One wing-tip scraped interlaced steel, a horizontal girder, part of the vault’s mighty skeleton. Darl crawled along the wing, dragging with him a sheet of flexible quartzite. The metal foil sagged under him and slanted downward, trying like some animate thing to rid itself of the unwonted burden. He clutched the beam, hung by one leg and one arm as his craft slid out from beneath him. The void below dragged at him. He put forth a last tremendous spurt of effort.
Two thousand feet below, Jim Holcomb, dizzy and gasping, manipulated the controls frenziedly, his eyes fastened on the dropping pressure-gauge. From somewhere outside the tent a dull thud sounded. “Crashed! Darl’s crashed! It’s all over!” Hope gone, only the instinct of duty held him to his post. But the gauge needle quivered, ceased its steady fall and began a slow rise.
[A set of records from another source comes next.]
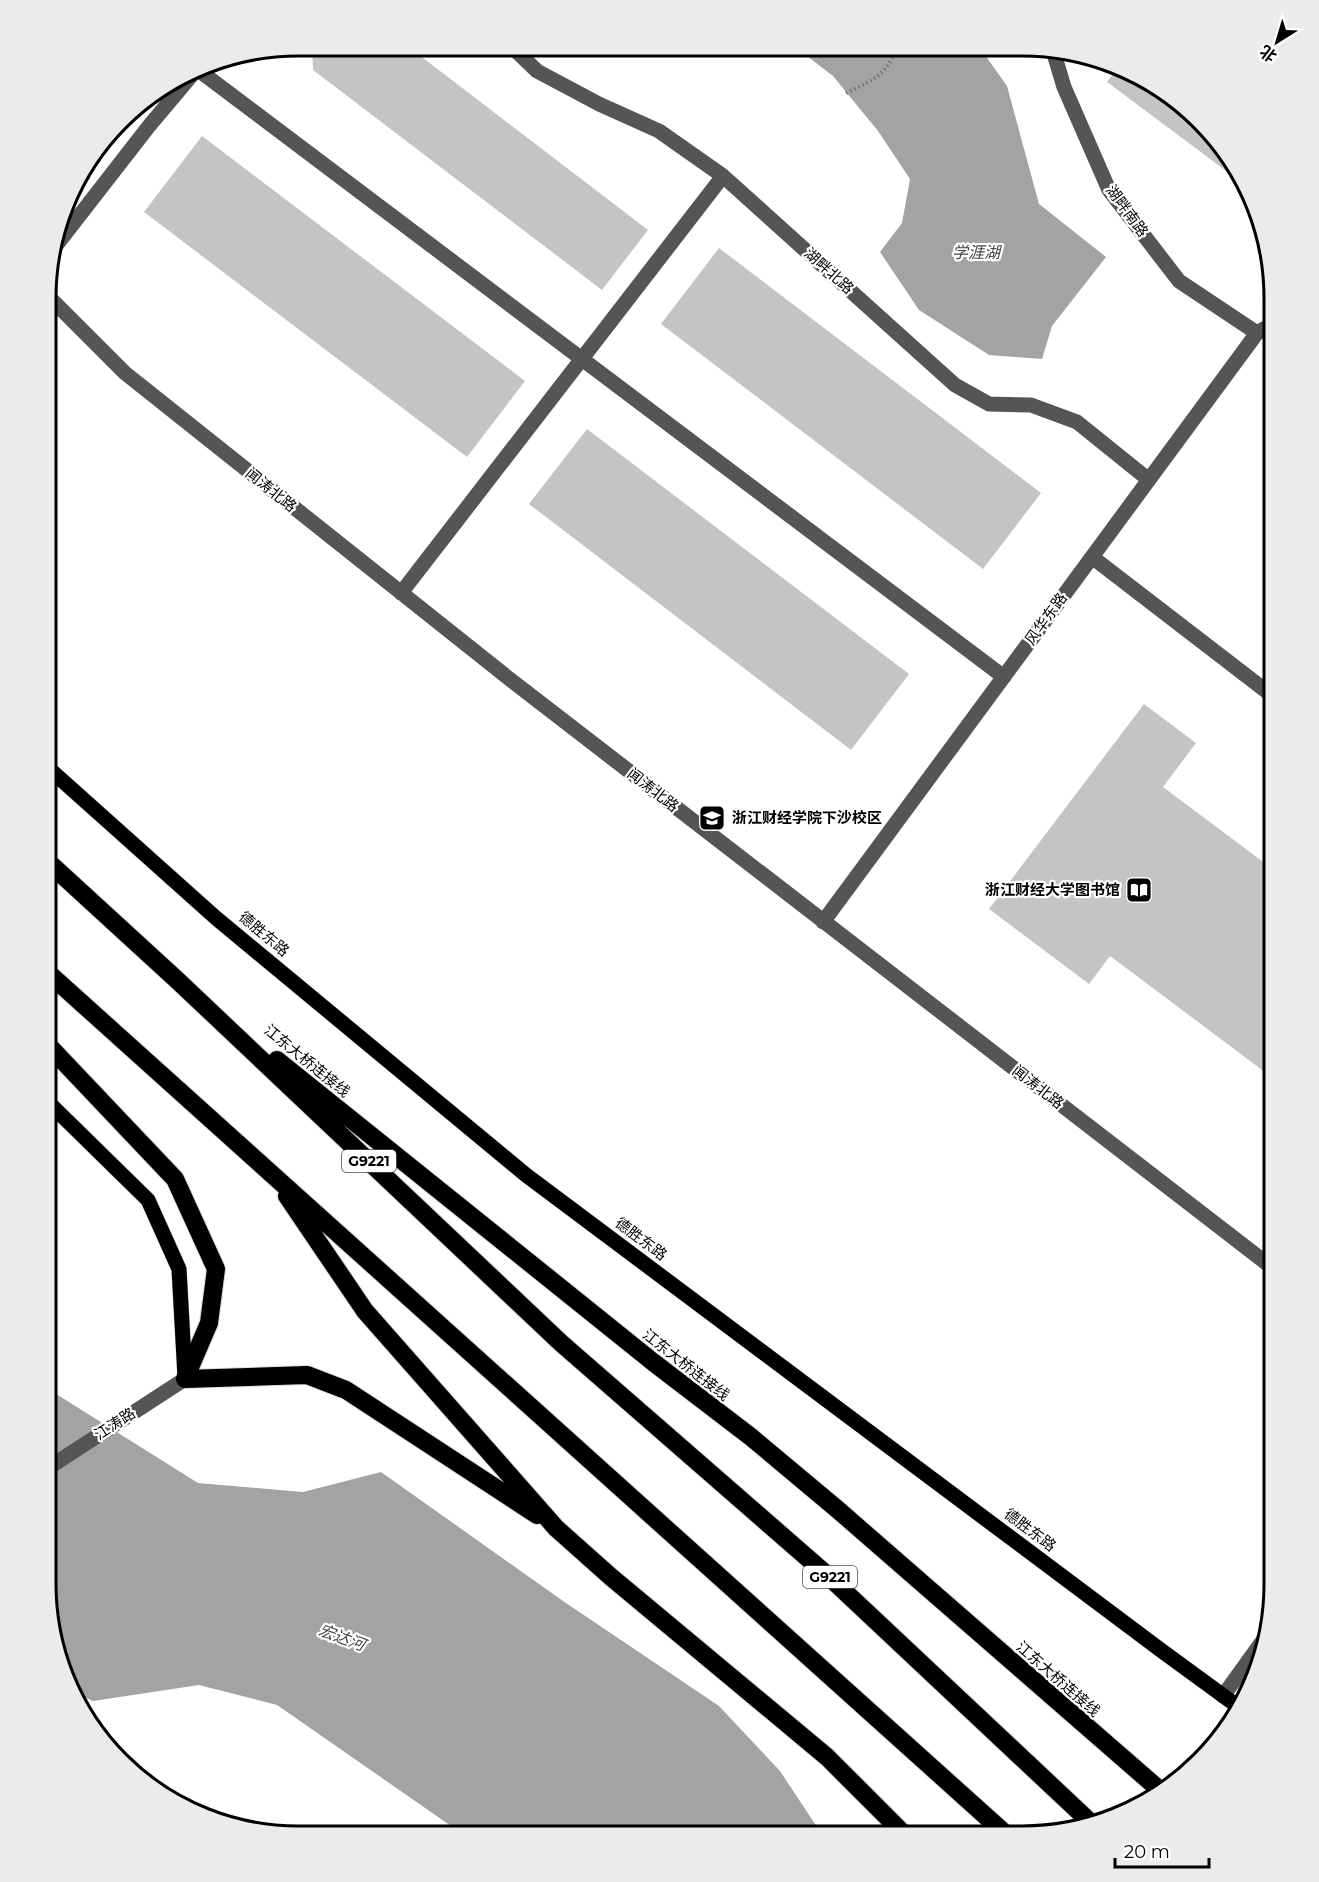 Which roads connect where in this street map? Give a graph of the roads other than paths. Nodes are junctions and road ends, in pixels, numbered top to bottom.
1 (521, 56) edge
2 (1055, 58) edge
3 (204, 74) edge
4 (186, 82) edge
5 (723, 176) junction
6 (64, 235) edge
7 (56, 304) edge
8 (1264, 329) edge
9 (1257, 333) junction
10 (582, 359) junction
11 (1149, 480) junction
12 (1092, 556) junction
13 (402, 593) junction
14 (1004, 677) junction
15 (1264, 689) edge
16 (56, 775) edge
17 (56, 869) edge
18 (823, 922) junction
19 (56, 980) edge
20 (177, 980) junction
21 (56, 1054) edge
22 (56, 1110) edge
23 (271, 1172) junction
24 (1264, 1261) edge
25 (185, 1379) junction
26 (56, 1463) edge
27 (556, 1528) junction
28 (1253, 1654) edge
29 (1223, 1696) junction
30 (1233, 1703) edge
31 (1155, 1786) edge
32 (1085, 1818) edge
33 (896, 1826) edge
34 (997, 1826) edge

Jim stared uncomprehendingly at the dial, then, as the fact seeped in, staggered to the entrance. “That’s better, a lot better,” he exclaimed. “But, damn it, what was that crash?”
* * * * *
The headquarters tent was at one edge of the circular plain. Jim’s bleary eyes followed the springing arch of a vertical girder, up and up, to where it curved inward to the space ship landing lock that hung suspended from the center of the vaulted roof. Within that bulge, at the very apex, was the little conning-tower, with its peri-telescope, its arsenal of ray-guns and its huge beam-thrower that was the Dome’s only means of defense against an attack from space. Jim’s gaze flickered down again, wandered across the brown plain, past the long rows of canvas barracks and the derrick-like shaft-head. Hard by the further wall a crumpled white heap lay huddled.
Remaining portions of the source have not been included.